A first-strike posture runs the risk of triggering the very wars it intends to avert. In the 1960s, Harvard's Thomas Schelling warned that if both sides adopt pre-emption policies, "the reciprocal fear of surprise attack" could cause war even if neither side actually has aggressive intention. History also teaches that "rogue" leaders can be reined in without risky invasions. In the 1980s, Libya's Moammar Gadhafi earned a reputation much like that of Saddam today. An international strategy of sanctions, deterrence and interdiction eventually persuaded the Libyan leader to cut loose the terrorists and offer restitution.
  
Other states also might copy the dangerous American example. The Indian government long has considered attacking Pakistan's small nuclear force pre-emptively, but has been dissuaded at least in part by U.S. exhortations and fear of international condemnation.

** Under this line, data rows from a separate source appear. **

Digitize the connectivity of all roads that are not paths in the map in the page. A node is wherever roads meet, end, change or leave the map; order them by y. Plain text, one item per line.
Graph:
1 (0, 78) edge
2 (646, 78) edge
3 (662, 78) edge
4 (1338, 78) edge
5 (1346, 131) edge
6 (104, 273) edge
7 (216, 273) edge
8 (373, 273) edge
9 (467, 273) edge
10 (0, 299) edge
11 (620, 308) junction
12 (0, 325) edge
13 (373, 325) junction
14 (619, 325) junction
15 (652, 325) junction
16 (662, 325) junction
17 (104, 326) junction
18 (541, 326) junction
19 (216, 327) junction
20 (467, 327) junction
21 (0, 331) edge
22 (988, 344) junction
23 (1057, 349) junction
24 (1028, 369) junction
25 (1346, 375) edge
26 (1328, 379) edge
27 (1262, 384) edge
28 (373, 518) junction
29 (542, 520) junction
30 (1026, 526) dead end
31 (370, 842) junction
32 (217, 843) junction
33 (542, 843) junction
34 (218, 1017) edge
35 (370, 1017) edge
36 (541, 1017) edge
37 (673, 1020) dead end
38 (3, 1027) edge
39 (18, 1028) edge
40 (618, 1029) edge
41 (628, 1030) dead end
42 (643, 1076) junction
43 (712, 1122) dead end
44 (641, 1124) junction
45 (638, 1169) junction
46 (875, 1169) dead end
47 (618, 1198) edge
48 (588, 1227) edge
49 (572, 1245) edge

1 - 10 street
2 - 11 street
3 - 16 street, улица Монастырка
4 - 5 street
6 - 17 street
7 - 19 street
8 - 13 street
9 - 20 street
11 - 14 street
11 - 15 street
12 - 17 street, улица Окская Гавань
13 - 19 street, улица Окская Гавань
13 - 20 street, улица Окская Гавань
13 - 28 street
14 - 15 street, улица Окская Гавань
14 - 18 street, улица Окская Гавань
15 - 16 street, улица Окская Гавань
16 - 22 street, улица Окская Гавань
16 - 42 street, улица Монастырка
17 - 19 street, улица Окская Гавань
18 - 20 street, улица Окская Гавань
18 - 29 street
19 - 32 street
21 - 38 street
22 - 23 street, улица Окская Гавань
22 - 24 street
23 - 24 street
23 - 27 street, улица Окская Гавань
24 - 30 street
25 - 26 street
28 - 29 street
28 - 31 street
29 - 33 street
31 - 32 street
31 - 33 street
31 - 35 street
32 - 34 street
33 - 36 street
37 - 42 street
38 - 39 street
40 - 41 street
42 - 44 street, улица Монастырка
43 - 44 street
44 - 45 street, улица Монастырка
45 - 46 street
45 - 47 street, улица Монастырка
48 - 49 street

Bush's new policy would undercut both of these incentives. History's most fundamental lesson is that military force usually spawns opposition, not compliance. Bush imagines that by smashing Iraq the USA will coerce other aspirants to regional power to abandon their ambitions. Rome had similar visions, as has every momentary hegemony. Nearly all undermined their power by abusing it in that manner.
  
Even if an attack on Iraq proves a short-term success, it likely would compel other states to band together diplomatically against us. Indeed, it even could encourage some to acquire weapons of mass destruction as their best guarantee against a U.S. attack. Unfortunately, the only thing Bush's new pre-emption policy is likely to pre-empt is peace.